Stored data
####################

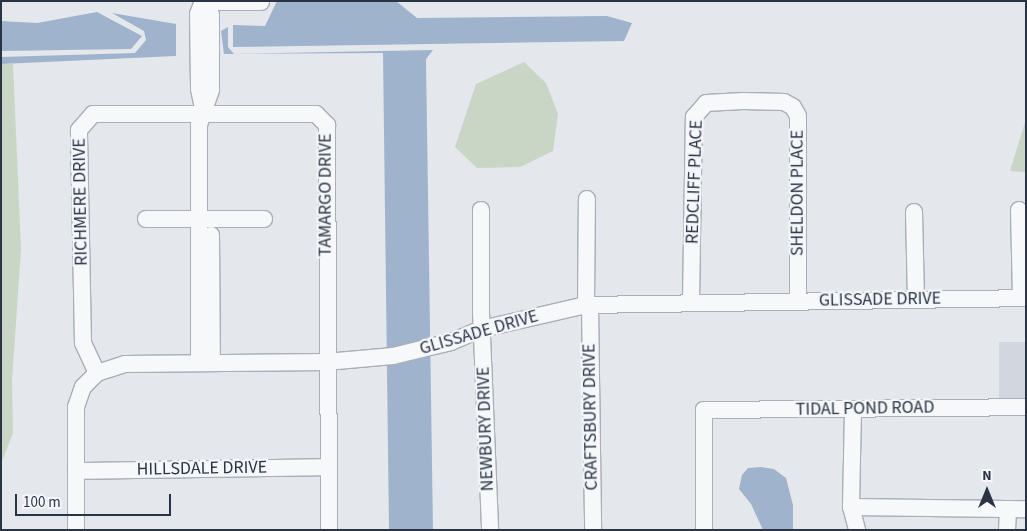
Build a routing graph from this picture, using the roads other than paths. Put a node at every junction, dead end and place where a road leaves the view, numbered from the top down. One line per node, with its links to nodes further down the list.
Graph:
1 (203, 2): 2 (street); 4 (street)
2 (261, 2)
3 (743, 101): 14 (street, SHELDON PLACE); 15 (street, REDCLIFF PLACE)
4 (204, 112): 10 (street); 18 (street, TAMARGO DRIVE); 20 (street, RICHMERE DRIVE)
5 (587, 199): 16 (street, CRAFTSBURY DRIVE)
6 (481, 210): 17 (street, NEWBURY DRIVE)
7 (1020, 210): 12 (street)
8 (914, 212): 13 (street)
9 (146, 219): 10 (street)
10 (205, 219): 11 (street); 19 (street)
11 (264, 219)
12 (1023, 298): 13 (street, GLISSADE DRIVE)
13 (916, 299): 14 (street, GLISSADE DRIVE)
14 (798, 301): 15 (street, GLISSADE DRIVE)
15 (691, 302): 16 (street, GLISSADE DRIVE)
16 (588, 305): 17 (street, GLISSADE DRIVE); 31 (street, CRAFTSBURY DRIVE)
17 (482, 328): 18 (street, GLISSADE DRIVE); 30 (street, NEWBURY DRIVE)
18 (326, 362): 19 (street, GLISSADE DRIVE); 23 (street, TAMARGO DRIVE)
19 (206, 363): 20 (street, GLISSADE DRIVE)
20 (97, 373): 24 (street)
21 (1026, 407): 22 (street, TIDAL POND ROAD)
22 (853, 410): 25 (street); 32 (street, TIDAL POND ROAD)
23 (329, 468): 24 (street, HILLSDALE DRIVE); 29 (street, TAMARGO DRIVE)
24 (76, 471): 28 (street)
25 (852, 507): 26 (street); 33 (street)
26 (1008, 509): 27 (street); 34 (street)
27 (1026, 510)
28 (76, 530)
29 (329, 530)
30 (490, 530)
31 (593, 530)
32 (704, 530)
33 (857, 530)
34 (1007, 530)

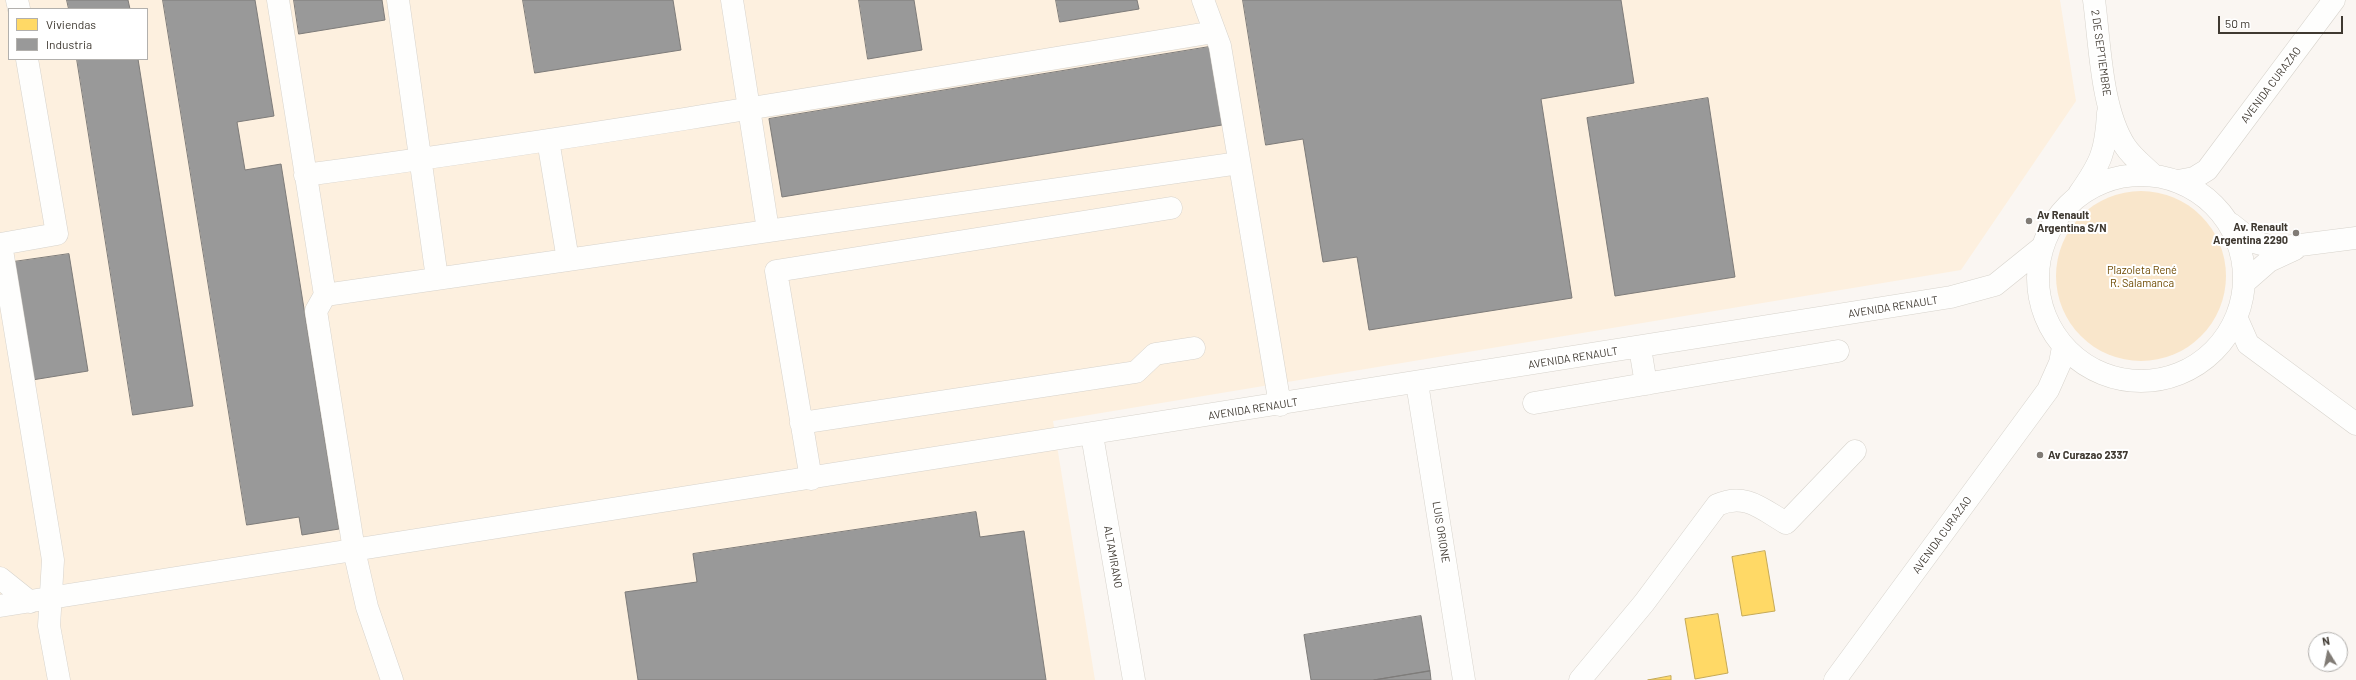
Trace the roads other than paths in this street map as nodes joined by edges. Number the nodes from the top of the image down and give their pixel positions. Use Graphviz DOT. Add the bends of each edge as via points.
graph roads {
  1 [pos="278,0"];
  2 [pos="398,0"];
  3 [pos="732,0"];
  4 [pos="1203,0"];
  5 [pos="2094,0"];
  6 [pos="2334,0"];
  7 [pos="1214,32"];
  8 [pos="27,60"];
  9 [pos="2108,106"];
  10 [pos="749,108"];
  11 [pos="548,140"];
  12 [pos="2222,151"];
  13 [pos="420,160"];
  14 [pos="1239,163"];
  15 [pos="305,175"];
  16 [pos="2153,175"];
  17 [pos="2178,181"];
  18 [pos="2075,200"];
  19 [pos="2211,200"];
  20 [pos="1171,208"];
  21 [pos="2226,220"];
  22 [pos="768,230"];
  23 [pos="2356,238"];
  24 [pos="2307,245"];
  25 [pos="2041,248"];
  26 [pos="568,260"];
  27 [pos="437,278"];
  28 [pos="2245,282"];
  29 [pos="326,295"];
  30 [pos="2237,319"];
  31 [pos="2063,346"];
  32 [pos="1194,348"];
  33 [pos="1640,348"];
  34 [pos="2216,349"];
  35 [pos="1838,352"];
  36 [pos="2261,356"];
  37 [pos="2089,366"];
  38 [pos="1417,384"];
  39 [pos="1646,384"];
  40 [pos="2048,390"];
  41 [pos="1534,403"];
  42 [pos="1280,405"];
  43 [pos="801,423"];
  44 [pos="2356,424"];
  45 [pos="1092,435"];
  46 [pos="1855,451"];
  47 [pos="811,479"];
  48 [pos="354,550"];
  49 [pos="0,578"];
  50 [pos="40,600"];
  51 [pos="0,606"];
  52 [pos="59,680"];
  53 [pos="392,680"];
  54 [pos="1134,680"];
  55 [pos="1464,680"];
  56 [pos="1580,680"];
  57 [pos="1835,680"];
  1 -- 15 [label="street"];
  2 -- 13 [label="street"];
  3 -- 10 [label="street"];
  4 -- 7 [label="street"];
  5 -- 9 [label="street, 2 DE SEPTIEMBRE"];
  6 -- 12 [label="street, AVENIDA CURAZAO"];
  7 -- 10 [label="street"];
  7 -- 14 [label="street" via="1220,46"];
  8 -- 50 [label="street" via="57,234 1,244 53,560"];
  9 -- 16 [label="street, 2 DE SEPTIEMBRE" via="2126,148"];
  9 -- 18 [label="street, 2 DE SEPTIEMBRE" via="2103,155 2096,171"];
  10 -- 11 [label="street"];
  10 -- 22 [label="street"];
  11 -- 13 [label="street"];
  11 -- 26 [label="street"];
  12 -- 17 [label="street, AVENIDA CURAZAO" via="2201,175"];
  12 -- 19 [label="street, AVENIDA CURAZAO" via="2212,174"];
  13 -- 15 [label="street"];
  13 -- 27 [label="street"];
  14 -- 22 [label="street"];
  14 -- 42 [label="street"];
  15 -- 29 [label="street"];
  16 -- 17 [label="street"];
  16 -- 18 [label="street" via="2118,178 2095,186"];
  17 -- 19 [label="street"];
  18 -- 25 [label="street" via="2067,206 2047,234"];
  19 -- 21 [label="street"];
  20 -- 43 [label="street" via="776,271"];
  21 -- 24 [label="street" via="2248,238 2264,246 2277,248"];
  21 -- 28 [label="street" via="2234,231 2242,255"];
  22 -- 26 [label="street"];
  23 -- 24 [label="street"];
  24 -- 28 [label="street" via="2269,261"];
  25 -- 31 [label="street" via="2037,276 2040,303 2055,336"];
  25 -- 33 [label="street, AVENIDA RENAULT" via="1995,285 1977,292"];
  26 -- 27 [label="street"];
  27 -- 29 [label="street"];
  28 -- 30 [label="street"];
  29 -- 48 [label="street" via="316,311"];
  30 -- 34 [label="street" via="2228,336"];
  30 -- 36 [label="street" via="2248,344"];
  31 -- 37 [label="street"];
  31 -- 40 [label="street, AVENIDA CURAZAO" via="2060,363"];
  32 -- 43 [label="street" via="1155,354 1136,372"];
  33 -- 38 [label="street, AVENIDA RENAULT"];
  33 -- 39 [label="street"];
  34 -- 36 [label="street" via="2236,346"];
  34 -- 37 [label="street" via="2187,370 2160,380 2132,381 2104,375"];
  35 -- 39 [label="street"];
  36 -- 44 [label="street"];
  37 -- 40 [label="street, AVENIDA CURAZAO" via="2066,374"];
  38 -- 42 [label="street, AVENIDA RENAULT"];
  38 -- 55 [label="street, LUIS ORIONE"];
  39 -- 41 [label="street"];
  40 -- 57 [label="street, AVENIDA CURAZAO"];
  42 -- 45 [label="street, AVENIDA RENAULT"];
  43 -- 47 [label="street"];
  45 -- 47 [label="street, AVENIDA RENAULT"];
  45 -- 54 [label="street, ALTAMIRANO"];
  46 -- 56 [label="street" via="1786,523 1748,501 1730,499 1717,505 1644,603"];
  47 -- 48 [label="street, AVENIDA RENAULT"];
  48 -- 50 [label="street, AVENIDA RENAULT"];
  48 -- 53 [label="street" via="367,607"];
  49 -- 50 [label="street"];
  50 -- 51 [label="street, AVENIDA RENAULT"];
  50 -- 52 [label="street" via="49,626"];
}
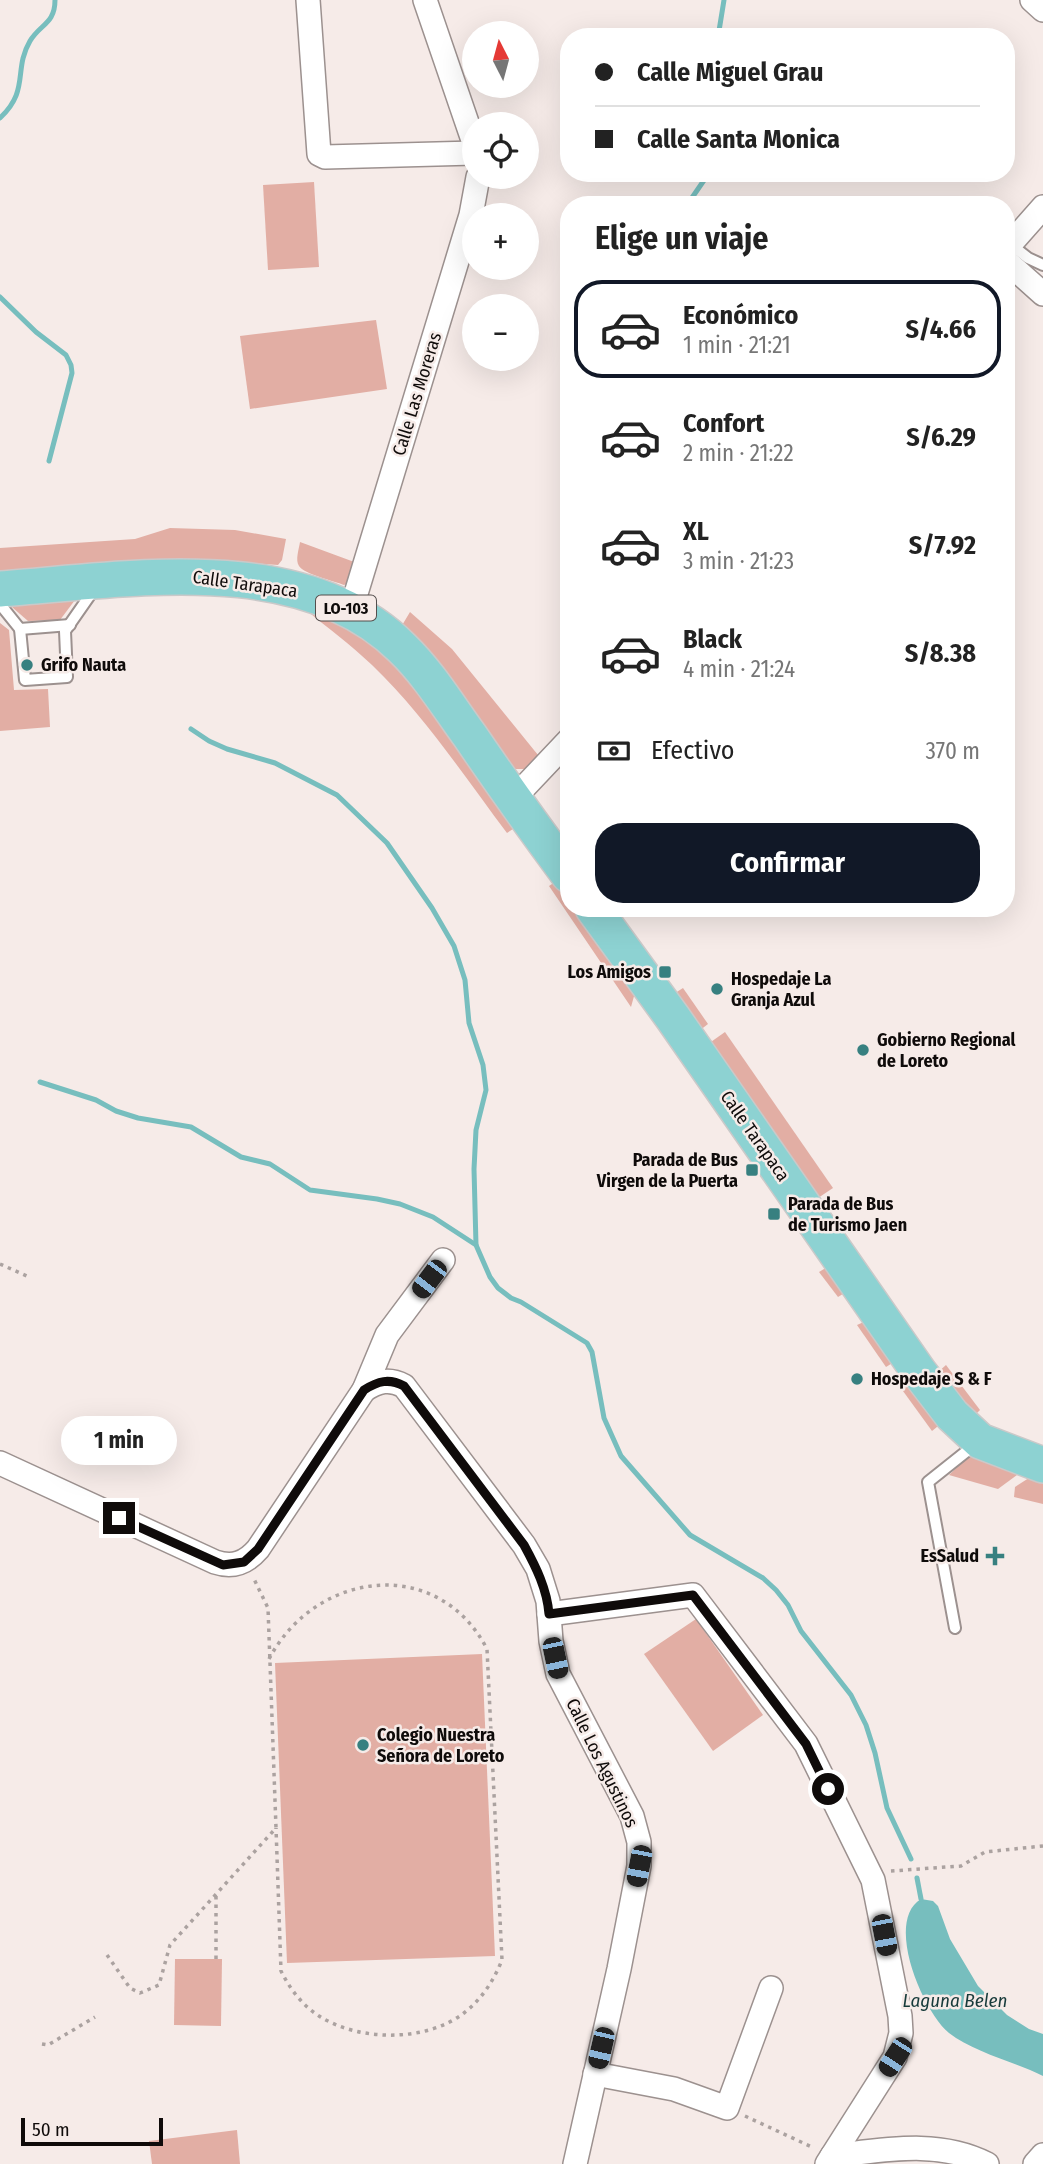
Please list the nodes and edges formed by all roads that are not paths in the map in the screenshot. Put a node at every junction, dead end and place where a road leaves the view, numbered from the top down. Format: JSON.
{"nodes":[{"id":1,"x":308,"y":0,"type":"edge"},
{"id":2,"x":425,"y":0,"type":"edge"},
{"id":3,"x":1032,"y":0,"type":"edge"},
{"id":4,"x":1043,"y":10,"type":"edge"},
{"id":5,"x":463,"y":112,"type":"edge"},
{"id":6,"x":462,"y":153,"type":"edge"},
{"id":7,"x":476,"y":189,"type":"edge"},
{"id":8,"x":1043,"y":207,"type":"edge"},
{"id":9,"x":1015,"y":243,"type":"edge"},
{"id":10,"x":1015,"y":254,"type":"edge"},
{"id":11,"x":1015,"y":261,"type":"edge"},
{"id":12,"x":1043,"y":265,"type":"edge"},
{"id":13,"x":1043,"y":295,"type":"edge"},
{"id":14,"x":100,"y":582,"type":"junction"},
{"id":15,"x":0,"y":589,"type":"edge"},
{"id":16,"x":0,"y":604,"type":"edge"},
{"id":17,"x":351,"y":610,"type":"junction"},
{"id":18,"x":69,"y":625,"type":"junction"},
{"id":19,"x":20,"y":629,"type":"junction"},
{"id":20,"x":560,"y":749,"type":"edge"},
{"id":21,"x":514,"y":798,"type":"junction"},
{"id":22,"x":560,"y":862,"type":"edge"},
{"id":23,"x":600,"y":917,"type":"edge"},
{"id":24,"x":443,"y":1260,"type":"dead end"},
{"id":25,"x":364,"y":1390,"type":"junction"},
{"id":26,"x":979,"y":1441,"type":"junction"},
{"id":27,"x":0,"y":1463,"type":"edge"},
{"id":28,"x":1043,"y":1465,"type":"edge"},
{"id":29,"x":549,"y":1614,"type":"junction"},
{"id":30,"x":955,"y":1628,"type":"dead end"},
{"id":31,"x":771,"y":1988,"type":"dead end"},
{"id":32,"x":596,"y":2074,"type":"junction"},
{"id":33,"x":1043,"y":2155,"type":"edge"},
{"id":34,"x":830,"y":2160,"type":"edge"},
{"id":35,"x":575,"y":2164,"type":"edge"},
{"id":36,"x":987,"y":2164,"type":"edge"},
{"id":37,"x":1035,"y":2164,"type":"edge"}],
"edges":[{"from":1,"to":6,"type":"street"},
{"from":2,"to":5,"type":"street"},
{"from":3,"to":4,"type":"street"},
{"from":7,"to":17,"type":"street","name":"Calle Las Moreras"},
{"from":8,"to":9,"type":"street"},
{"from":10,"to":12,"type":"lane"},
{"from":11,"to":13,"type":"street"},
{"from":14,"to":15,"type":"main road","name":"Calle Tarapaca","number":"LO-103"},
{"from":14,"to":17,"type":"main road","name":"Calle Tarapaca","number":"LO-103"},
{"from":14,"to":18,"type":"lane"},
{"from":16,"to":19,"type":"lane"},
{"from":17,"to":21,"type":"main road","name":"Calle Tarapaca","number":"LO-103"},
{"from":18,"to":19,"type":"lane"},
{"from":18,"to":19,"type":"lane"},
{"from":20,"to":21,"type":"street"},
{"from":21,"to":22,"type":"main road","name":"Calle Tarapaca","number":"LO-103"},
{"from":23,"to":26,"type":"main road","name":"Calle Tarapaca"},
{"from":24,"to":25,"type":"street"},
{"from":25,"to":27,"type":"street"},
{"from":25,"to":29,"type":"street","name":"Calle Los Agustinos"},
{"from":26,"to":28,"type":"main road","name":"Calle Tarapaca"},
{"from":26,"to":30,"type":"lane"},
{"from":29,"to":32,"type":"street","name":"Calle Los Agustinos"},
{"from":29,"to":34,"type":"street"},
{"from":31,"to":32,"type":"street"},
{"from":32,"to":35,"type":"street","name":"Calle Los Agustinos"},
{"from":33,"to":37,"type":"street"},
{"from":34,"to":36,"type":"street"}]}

####################

## EXERCISE:
Above are some records; copy each line there that contains "main".

## YOUR RESPONSE:
{"from":14,"to":15,"type":"main road","name":"Calle Tarapaca","number":"LO-103"},
{"from":14,"to":17,"type":"main road","name":"Calle Tarapaca","number":"LO-103"},
{"from":17,"to":21,"type":"main road","name":"Calle Tarapaca","number":"LO-103"},
{"from":21,"to":22,"type":"main road","name":"Calle Tarapaca","number":"LO-103"},
{"from":23,"to":26,"type":"main road","name":"Calle Tarapaca"},
{"from":26,"to":28,"type":"main road","name":"Calle Tarapaca"},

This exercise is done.